_PROBLEM STATEMENT_: Copy all lines holding the word "Adolfo" from the entries.

*** Opening DATA PROVIDED ***

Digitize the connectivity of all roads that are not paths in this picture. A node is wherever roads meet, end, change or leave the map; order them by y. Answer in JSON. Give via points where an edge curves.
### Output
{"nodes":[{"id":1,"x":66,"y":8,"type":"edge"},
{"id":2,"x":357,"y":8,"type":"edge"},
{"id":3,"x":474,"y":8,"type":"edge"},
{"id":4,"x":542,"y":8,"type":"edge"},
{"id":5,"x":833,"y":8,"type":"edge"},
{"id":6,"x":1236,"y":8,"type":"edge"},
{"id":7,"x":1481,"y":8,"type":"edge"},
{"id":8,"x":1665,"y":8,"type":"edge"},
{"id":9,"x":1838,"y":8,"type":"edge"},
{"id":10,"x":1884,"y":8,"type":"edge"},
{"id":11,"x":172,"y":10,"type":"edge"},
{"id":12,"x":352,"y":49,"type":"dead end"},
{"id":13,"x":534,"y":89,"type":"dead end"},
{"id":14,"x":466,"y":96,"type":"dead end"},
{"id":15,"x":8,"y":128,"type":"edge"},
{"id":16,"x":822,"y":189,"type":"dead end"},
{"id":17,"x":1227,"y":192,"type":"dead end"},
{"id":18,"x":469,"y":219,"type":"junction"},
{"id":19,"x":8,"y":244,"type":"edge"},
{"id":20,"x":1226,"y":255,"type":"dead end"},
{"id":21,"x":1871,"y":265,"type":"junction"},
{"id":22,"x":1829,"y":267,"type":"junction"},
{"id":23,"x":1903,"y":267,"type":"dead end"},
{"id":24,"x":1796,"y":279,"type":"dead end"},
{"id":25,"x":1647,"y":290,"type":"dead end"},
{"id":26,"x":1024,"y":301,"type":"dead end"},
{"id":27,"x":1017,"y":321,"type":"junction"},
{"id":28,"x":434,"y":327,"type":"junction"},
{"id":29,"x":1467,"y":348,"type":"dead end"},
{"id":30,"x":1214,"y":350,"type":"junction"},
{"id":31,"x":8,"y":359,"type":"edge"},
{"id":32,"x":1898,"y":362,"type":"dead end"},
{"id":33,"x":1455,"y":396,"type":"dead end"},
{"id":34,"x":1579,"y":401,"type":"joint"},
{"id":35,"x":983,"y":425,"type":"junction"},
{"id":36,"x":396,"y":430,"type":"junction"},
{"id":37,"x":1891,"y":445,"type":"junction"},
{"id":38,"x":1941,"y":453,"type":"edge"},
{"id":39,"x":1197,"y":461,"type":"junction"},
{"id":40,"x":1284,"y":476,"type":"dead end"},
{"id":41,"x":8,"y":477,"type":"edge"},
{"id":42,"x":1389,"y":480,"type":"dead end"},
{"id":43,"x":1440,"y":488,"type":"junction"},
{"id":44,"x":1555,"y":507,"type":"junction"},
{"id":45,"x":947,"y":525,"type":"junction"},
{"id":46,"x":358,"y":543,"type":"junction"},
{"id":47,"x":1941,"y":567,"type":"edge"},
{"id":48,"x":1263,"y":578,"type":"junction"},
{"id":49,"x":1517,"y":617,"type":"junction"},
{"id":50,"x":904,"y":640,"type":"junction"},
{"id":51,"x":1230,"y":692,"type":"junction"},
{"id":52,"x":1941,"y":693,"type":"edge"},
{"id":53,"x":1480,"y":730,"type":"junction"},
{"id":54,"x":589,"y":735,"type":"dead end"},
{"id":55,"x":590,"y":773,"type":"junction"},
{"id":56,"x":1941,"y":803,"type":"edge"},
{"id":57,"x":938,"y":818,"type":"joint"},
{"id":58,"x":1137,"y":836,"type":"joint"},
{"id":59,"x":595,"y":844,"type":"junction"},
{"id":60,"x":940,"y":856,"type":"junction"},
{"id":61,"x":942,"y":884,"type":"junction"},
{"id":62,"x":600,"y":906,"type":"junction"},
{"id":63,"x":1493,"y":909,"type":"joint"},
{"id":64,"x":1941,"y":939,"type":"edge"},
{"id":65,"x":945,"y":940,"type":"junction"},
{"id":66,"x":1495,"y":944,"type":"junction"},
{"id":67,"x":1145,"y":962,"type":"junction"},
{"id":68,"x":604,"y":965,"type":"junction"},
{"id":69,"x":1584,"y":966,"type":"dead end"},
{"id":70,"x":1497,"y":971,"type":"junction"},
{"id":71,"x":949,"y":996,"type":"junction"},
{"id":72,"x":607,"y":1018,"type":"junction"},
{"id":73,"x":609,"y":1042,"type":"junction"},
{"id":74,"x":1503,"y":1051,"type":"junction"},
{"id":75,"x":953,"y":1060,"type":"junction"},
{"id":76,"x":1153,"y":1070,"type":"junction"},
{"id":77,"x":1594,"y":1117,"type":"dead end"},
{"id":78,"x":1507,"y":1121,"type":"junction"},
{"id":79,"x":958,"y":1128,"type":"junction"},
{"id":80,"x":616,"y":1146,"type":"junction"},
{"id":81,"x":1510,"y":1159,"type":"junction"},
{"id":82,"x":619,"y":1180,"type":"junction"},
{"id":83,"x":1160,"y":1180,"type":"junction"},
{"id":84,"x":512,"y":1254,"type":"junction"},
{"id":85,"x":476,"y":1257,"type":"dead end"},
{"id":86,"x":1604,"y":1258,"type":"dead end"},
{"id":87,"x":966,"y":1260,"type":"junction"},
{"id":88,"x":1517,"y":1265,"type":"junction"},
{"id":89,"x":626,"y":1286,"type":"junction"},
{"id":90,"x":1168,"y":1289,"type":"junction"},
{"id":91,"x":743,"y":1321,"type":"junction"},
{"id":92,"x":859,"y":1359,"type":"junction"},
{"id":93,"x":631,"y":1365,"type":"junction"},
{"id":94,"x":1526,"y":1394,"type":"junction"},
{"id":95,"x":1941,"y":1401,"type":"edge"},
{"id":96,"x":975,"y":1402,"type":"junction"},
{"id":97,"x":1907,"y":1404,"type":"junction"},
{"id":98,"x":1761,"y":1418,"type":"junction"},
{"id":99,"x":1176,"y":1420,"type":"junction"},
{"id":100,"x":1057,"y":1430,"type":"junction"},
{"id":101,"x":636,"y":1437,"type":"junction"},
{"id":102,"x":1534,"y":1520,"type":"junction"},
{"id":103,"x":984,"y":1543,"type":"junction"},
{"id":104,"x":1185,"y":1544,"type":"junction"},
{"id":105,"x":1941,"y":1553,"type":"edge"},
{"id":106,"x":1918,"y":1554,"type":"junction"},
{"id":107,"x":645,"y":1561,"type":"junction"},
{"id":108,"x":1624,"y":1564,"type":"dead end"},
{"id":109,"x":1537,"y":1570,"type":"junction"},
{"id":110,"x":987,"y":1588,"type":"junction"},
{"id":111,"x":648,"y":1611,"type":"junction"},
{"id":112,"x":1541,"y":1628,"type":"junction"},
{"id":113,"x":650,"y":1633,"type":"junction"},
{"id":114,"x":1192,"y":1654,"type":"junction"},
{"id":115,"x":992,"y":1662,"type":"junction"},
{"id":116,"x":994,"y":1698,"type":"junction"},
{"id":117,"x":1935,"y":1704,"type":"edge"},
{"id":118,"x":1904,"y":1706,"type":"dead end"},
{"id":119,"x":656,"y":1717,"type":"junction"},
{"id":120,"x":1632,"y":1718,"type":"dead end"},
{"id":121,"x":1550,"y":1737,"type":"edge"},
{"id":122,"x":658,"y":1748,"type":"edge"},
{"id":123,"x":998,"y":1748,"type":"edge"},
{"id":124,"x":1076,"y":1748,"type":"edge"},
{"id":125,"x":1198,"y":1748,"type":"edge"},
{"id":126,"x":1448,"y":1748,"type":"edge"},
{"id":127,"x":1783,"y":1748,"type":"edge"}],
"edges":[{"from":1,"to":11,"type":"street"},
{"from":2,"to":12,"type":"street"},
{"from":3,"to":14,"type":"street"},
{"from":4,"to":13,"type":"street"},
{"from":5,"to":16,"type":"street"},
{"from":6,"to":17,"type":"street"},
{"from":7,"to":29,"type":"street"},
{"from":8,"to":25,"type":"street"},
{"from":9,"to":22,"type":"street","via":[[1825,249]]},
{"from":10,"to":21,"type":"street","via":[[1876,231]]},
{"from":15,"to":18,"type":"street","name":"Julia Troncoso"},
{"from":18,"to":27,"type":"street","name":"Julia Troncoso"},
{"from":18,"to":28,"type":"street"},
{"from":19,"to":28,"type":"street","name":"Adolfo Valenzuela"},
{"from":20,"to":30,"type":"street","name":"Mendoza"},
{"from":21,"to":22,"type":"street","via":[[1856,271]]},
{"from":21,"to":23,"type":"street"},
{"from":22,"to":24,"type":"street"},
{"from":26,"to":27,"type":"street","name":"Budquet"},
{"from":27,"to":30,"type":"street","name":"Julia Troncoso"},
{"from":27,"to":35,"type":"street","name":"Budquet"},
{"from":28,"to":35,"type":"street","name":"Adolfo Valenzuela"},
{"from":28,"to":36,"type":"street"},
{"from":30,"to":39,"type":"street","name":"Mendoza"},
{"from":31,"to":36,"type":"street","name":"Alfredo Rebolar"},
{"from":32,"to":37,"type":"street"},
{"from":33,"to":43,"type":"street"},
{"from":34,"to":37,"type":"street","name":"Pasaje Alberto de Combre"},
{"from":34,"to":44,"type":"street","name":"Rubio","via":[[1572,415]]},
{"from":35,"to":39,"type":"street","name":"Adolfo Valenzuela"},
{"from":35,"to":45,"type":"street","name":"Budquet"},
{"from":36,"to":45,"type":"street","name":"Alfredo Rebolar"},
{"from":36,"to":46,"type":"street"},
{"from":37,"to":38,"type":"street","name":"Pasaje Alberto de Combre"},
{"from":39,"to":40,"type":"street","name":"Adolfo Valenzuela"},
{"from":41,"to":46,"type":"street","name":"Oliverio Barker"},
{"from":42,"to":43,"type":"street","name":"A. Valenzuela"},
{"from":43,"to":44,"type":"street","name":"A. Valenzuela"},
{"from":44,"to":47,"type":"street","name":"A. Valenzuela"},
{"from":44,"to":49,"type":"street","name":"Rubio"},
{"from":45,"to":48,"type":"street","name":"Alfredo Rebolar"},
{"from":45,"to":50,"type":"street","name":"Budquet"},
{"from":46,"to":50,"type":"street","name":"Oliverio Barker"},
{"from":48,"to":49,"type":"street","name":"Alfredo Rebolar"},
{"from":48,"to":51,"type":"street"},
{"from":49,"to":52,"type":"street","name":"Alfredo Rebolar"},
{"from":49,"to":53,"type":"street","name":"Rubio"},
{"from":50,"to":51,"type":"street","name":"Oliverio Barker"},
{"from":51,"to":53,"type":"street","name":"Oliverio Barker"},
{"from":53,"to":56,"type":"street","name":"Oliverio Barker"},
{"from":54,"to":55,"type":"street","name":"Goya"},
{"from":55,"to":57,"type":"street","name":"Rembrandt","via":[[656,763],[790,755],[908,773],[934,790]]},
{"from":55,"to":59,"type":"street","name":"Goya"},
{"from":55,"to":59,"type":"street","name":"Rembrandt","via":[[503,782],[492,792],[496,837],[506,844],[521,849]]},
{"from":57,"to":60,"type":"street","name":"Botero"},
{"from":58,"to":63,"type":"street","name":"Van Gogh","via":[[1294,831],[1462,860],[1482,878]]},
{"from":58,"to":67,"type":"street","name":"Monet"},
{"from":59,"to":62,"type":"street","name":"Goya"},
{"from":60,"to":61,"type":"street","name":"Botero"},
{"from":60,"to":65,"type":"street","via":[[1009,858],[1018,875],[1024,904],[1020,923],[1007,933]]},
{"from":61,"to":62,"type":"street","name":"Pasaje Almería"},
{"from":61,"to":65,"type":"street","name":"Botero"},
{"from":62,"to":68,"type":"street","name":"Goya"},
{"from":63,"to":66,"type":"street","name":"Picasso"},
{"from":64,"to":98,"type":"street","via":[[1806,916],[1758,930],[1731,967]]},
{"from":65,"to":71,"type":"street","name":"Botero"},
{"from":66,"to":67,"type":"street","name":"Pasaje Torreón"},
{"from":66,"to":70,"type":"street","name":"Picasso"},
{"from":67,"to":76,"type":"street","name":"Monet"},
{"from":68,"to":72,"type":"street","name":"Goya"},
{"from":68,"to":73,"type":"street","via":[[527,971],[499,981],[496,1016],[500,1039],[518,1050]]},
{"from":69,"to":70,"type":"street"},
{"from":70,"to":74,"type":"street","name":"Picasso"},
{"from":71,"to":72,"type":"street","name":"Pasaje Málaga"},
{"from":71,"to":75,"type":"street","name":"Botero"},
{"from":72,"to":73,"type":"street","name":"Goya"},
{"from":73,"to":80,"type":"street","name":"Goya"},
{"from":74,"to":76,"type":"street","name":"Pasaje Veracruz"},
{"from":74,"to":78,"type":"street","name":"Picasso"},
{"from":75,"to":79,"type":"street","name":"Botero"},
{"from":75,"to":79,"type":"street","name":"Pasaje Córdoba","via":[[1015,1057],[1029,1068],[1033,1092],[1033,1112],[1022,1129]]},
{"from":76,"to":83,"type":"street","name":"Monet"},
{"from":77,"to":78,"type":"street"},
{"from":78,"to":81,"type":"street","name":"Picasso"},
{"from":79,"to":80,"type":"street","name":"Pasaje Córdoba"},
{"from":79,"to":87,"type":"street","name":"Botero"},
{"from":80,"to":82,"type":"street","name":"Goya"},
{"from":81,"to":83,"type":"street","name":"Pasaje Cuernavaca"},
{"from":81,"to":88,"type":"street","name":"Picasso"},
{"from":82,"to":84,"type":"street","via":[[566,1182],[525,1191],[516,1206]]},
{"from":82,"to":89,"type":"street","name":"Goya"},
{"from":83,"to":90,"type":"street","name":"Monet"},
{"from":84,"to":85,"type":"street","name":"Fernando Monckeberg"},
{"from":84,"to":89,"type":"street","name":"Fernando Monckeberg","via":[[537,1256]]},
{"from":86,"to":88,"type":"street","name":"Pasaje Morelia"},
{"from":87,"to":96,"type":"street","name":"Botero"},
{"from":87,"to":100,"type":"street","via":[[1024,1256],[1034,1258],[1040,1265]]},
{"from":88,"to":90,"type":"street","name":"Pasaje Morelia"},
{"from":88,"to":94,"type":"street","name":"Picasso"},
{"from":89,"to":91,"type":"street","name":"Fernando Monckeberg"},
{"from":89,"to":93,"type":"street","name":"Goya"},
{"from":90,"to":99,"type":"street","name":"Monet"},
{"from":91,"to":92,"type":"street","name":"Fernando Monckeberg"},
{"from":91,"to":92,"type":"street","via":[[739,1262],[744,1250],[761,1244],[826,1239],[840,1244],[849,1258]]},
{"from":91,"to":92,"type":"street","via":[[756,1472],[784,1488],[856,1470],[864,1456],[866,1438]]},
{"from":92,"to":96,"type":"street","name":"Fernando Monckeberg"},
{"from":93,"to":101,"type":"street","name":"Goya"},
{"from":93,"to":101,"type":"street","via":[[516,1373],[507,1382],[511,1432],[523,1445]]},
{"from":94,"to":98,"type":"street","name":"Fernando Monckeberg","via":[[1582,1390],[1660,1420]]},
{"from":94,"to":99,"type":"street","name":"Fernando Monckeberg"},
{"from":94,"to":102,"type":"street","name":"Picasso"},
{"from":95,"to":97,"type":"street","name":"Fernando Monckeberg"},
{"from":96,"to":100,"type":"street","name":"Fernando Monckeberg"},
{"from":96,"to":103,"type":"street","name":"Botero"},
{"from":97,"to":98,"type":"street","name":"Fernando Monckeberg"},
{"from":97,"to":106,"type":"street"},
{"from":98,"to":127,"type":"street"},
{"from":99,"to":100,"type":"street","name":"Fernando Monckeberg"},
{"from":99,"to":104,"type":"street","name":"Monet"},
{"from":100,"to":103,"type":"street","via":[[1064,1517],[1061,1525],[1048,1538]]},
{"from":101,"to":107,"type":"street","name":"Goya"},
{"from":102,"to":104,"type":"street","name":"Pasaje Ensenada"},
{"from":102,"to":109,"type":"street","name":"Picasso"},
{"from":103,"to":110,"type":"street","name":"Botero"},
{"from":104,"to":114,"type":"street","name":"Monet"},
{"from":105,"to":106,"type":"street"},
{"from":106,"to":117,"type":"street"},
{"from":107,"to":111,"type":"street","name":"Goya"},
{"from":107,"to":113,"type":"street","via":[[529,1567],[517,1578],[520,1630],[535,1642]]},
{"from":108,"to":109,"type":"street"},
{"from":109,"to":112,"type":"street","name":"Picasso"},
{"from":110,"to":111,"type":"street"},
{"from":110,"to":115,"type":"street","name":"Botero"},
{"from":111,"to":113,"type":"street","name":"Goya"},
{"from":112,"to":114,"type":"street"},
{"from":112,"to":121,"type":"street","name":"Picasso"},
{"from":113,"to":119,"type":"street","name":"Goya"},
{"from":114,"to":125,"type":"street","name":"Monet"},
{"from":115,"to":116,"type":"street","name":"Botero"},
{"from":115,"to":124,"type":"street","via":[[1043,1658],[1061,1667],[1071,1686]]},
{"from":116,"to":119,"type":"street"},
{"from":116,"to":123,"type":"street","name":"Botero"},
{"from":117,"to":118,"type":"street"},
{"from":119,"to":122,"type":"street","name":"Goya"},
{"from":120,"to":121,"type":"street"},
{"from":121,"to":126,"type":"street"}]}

*** Closing DATA PROVIDED ***

_OUTPUT OF THE EXERCISE_:
{"from":19,"to":28,"type":"street","name":"Adolfo Valenzuela"},
{"from":28,"to":35,"type":"street","name":"Adolfo Valenzuela"},
{"from":35,"to":39,"type":"street","name":"Adolfo Valenzuela"},
{"from":39,"to":40,"type":"street","name":"Adolfo Valenzuela"},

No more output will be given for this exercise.